◆ TASK INSTRUCTIONS ◆
In the data, find each line where the word "بلوار" appears and list that line.

◆ MATERIAL SUPPLIED ◆

===============

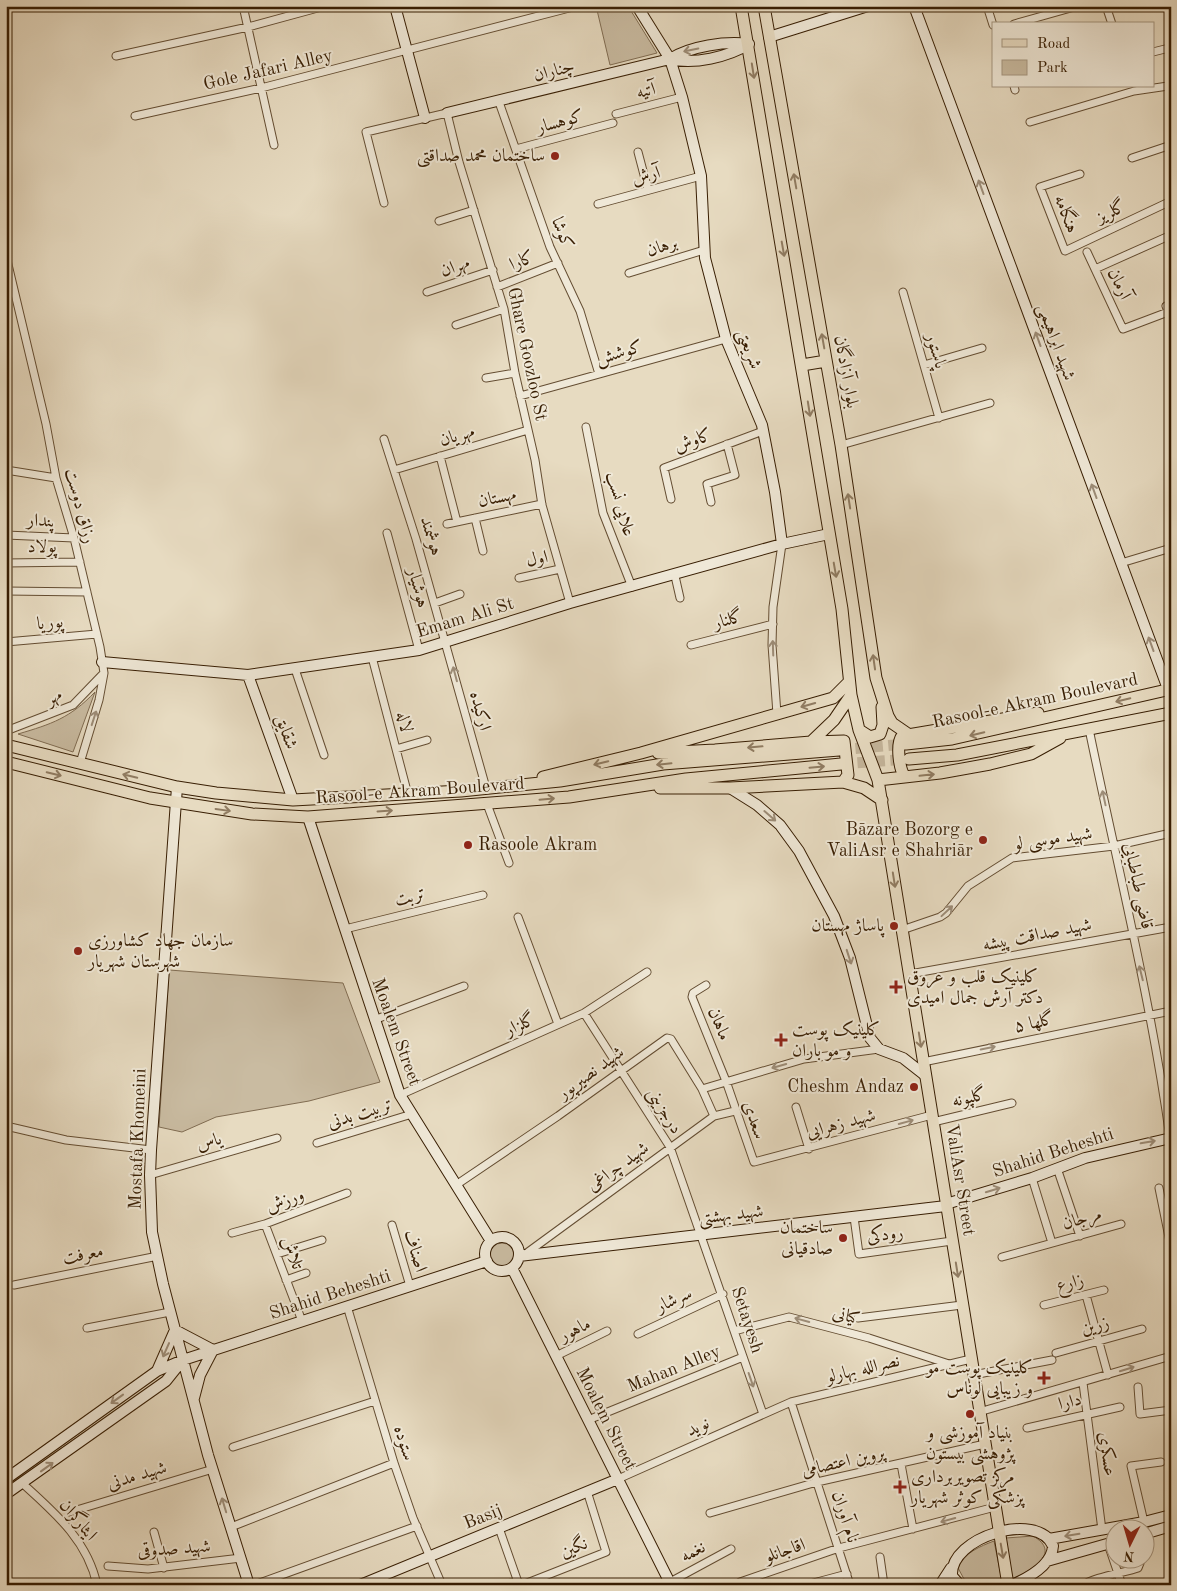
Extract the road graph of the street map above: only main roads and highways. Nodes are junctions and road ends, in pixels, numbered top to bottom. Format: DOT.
graph roads {
  1 [pos="741,6"];
  2 [pos="764,6"];
  3 [pos="826,361"];
  4 [pos="802,365"];
  5 [pos="849,682"];
  6 [pos="1169,689"];
  7 [pos="851,694"];
  8 [pos="880,695"];
  9 [pos="1171,713"];
  10 [pos="859,730"];
  11 [pos="1067,733"];
  12 [pos="907,739"];
  13 [pos="811,742"];
  14 [pos="6,744"];
  15 [pos="839,750"];
  16 [pos="641,753"];
  17 [pos="909,759"];
  18 [pos="6,762"];
  19 [pos="841,764"];
  20 [pos="905,777"];
  21 [pos="878,780"];
  22 [pos="843,782"];
  23 [pos="505,786"];
  24 [pos="643,786"];
  25 [pos="882,800"];
  26 [pos="1008,1585"];
  1 -- 4 [label="main road, one-way"];
  3 -- 2 [label="main road, بلوار آزادگان, one-way"];
  3 -- 4 [label="main road"];
  8 -- 3 [label="main road, بلوار آزادگان, one-way"];
  4 -- 5 [label="main road, one-way"];
  5 -- 7 [label="main road"];
  5 -- 16 [label="main road, one-way"];
  6 -- 12 [label="main road, Rasool-e Akram Boulevard, one-way"];
  7 -- 10 [label="main road"];
  7 -- 13 [label="main road"];
  8 -- 10 [label="main road"];
  8 -- 12 [label="main road, بلوار آزادگان"];
  9 -- 11 [label="main road, Rasool-e Akram Boulevard"];
  10 -- 21 [label="main road, ValiAsr Street"];
  11 -- 17 [label="main road, Rasool-e Akram Boulevard"];
  20 -- 11 [label="main road, one-way"];
  12 -- 20 [label="main road"];
  13 -- 16 [label="main road, one-way"];
  13 -- 22 [label="main road"];
  23 -- 14 [label="main road, Rasool-e Akram Boulevard, one-way"];
  15 -- 23 [label="main road, Rasool-e Akram Boulevard, one-way"];
  16 -- 23 [label="main road, one-way"];
  18 -- 24 [label="main road, Rasool-e Akram Boulevard, one-way"];
  24 -- 19 [label="main road, Rasool-e Akram Boulevard, one-way"];
  20 -- 21 [label="main road"];
  21 -- 25 [label="main road, ValiAsr Street"];
  22 -- 24 [label="main road"];
  22 -- 25 [label="main road"];
  25 -- 26 [label="main road, ValiAsr Street, one-way"];
}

===============

◆ RESULT OF THE TASK ◆
  3 -- 2 [label="main road, بلوار آزادگان, one-way"];
  8 -- 3 [label="main road, بلوار آزادگان, one-way"];
  8 -- 12 [label="main road, بلوار آزادگان"];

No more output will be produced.